The Eternal Boundary
- Rules required: Advanced Dungeons & Dragons 2nd edition
- Character levels: 1 - 3
- Campaign setting: Planescape
- Authors: L. Richard Baker III
- First published: 1994

= The Eternal Boundary =

Dungeons & Dragons adventure module

The Eternal Boundary is an adventure module for the 2nd edition of the Advanced Dungeons & Dragons fantasy role-playing game.

==Plot summary==
The Eternal Boundary, the first adventure for the Planescape setting, focuses on a few key areas of Sigil. The player characters are hired to locate a madman who holds the key to a portal, and explore the slums of the Hive, meet the Bleak Cabal at the Gatehouse, and parley with undead in the vaults of the Mortuary. A fiery climax in another plane provides clues to a conspiracy.

==Publication history==
The Eternal Boundary was written by L. Richard Baker III, and published by TSR, Inc.

==Reception==
Rick Swan reviewed The Eternal Boundary for Dragon magazine #211 (November 1994). He suggests that when the player characters "can go anywhere in an infinite number of universes, it's hard to know where to begin. Eternal Boundary [...] comes to the aid of stymied plane-hoppers with an entertaining scenario". Swan concludes by saying: "Despite the reliance on familiar settings (a tavern, a mausoleum, a trap-filled citadel), the bizarre cast of characters and almost casual way that travelers flip between planes gives Eternal Boundary a feel all its own; you're unlikely to confuse it with a conventional fantasy adventure."
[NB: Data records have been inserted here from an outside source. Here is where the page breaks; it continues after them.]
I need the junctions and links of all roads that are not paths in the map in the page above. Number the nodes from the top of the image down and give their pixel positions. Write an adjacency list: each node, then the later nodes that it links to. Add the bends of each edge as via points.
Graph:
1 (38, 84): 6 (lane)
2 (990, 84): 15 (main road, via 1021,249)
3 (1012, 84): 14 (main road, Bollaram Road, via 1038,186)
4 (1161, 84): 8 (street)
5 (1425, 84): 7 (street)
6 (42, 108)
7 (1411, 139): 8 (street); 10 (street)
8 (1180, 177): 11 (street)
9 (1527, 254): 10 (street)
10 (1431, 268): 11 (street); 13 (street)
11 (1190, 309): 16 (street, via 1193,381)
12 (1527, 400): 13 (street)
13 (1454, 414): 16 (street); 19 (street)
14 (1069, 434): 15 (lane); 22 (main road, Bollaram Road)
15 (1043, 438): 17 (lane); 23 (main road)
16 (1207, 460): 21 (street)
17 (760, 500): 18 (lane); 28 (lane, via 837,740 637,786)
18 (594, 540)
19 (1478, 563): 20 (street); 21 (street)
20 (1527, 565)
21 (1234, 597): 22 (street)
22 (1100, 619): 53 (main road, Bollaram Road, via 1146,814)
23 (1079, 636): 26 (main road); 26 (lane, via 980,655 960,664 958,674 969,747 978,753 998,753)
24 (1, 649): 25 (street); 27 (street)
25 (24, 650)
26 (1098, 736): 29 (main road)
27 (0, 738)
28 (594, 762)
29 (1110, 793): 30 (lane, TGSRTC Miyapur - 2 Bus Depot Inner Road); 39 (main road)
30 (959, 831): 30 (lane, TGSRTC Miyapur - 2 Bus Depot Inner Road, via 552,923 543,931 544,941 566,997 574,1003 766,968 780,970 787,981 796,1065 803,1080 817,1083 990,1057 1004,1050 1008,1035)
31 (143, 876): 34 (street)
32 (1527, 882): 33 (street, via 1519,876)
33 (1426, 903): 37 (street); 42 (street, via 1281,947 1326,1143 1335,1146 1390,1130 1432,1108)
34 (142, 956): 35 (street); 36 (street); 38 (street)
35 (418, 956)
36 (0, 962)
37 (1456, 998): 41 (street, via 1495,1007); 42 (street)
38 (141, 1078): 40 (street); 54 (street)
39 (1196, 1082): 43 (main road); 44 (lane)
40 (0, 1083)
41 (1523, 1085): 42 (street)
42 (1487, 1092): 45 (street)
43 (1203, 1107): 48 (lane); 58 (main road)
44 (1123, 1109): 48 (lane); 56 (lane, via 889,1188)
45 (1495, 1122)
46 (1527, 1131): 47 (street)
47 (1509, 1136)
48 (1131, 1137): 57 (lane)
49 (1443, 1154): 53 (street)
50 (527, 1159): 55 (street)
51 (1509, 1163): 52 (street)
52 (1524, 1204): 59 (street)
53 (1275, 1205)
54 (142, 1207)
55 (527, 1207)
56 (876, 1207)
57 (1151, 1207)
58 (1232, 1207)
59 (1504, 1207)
Shannon Appelcline comments that the designers of Planescape immediately included the ideas about the elemental planes from the Planescape Campaign Setting "in the first Planescape adventure, The Eternal Boundary (1994), which includes a trip to the Elemental Plane of Fire. Taking a page from Al-Qadim, The Eternal Boundary takes players to a set, civilized locale—a 'citadel of fire.'"

==Reviews==
- Backstab #9
- Rollespilsmagasinet Fønix (Danish) (Issue 3 - July/August 1994)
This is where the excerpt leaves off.